Accueil > L’injustice européenne : après Aurore, Bianca ?

L’injustice européenne : après Aurore, Bianca ?

par Philippe Alain

Publie le mercredi 21 novembre 2012 par Philippe Alain - Open-Publishing
2 commentaires

Le 15 novembre 2012, une jeune femme est arrêtée avec son bébé. Après vérification de son identité, la police s’aperçoit qu’elle est sous le coup d’un mandat d’arrêt européen (MAE).

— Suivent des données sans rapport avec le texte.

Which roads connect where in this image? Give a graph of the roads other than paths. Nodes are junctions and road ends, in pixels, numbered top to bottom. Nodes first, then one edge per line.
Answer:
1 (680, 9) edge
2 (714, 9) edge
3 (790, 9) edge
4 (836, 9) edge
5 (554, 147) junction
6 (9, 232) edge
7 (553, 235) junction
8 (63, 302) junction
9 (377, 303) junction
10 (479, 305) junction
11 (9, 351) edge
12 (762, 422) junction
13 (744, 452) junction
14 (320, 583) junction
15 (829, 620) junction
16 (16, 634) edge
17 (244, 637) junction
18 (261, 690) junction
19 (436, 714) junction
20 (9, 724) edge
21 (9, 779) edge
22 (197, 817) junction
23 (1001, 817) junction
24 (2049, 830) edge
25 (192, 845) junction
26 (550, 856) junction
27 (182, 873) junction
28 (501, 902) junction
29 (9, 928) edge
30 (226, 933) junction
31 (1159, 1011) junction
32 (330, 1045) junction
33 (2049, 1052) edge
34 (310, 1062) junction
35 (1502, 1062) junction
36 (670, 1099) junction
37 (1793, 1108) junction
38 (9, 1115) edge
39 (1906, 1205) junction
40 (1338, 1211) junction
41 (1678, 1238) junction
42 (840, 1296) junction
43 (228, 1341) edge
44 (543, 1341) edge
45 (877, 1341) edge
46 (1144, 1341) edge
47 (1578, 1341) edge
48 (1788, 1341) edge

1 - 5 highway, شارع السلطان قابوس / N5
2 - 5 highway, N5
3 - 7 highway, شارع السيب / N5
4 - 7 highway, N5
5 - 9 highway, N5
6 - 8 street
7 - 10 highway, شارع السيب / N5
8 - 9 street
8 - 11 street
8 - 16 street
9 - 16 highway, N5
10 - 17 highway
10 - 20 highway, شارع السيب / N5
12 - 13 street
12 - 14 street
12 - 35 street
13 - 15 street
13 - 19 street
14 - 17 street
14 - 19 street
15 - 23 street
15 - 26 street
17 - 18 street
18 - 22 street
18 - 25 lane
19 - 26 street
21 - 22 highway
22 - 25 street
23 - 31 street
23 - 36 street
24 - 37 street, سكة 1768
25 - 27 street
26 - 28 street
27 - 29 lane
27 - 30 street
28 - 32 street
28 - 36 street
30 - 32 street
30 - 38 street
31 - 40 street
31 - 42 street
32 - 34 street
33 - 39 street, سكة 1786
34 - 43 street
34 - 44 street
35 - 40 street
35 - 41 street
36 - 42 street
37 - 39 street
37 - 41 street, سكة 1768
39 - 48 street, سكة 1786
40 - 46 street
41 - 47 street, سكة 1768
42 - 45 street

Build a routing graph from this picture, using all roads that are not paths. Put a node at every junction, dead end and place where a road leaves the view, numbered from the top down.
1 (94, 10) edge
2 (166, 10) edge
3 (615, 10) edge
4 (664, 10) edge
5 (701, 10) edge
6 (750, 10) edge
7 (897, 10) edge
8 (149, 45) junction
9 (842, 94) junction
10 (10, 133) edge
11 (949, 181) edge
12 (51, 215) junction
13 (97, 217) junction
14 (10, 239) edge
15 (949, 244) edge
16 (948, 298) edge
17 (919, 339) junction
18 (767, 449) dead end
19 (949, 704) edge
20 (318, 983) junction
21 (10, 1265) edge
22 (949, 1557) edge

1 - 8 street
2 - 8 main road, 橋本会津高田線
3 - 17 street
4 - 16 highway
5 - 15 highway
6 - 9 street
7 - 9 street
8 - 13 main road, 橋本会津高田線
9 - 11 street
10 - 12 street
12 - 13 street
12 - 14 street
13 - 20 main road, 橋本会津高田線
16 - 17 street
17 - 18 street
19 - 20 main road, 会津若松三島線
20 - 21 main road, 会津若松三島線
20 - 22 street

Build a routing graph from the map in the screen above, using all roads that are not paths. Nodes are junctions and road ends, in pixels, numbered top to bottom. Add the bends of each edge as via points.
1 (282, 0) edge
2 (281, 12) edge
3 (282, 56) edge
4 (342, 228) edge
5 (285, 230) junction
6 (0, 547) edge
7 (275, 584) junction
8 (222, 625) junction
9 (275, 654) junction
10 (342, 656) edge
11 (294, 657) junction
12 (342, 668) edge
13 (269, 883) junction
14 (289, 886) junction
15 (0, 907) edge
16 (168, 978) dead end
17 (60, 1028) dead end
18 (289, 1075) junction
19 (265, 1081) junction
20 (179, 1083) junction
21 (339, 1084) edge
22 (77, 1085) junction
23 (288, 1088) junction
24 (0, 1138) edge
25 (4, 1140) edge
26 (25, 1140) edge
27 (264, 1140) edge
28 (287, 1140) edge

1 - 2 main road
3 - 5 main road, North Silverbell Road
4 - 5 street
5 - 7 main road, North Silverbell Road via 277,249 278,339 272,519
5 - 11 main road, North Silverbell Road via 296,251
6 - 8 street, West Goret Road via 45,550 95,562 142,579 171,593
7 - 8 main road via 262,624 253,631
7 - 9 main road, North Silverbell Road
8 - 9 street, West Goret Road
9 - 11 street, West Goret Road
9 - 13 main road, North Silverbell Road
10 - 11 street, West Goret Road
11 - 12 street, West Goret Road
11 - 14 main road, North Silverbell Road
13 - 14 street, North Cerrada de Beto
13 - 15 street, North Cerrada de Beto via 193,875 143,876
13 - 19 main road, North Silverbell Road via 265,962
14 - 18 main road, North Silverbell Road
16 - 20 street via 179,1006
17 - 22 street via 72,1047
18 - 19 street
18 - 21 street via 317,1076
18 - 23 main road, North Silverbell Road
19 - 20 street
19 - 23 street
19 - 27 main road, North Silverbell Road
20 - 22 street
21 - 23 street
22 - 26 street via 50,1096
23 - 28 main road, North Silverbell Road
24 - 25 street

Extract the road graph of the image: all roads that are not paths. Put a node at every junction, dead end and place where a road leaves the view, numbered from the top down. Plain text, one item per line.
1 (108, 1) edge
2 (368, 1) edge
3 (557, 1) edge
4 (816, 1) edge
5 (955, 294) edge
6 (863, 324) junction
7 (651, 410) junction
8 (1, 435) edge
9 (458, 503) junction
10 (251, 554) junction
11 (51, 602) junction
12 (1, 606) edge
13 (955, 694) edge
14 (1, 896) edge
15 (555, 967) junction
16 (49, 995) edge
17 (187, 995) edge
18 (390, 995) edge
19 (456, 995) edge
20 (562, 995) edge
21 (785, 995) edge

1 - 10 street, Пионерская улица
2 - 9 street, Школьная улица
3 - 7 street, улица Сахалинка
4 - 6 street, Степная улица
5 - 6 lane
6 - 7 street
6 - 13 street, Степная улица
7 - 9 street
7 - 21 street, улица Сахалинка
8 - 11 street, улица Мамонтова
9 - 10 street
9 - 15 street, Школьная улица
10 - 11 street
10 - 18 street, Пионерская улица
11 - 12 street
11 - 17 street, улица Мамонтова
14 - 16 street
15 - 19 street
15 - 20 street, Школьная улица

Le MAE a été conçu après les attentats du 11 septembre pour faciliter l’extradition entre les pays de l’Union Européenne. Ce mandat permet à un pays d’extrader jusqu’à ses propres ressortissant pour des faits qui ne sont pas pénalement répréhensibles chez lui, mais qui le sont dans le pays émetteur du mandat. La liste des faits pour lesquels un MAE peut être émis est longue. Elle comprend en particulier le terrorisme, le détournement d’avions, la traite des êtres humains, le trafic d’armes, le viol…
C’est sur la base d’un tel mandat qu’Aurore Martin, militante basque, a été extradée vers l’Espagne le jeudi 1er novembre où elle risque 12 ans de prison pour avoir participé à des réunions publiques d’un mouvement autorisé en France mais interdit en Espagne. (1)

Bianca est donc arrêtée avec sa fille Maria. La police appelle la mère de Bianca pour qu’elle vienne récupérer le bébé car elle va passer la nuit en prison en attendant sa présentation devant la justice. Le lendemain, le Procureur Général réclame l’incarcération immédiate de la jeune fille. L’avocat commis d’office fait valoir qu’elle possède des garanties de représentation suffisantes et obtient son assignation à résidence en attendant que la justice se prononce.
Bianca pointe donc tous les jours au commissariat de son quartier jusqu’au jeudi 22 novembre, date à laquelle la chambre d’instruction va statuer sur la demande d’extradition.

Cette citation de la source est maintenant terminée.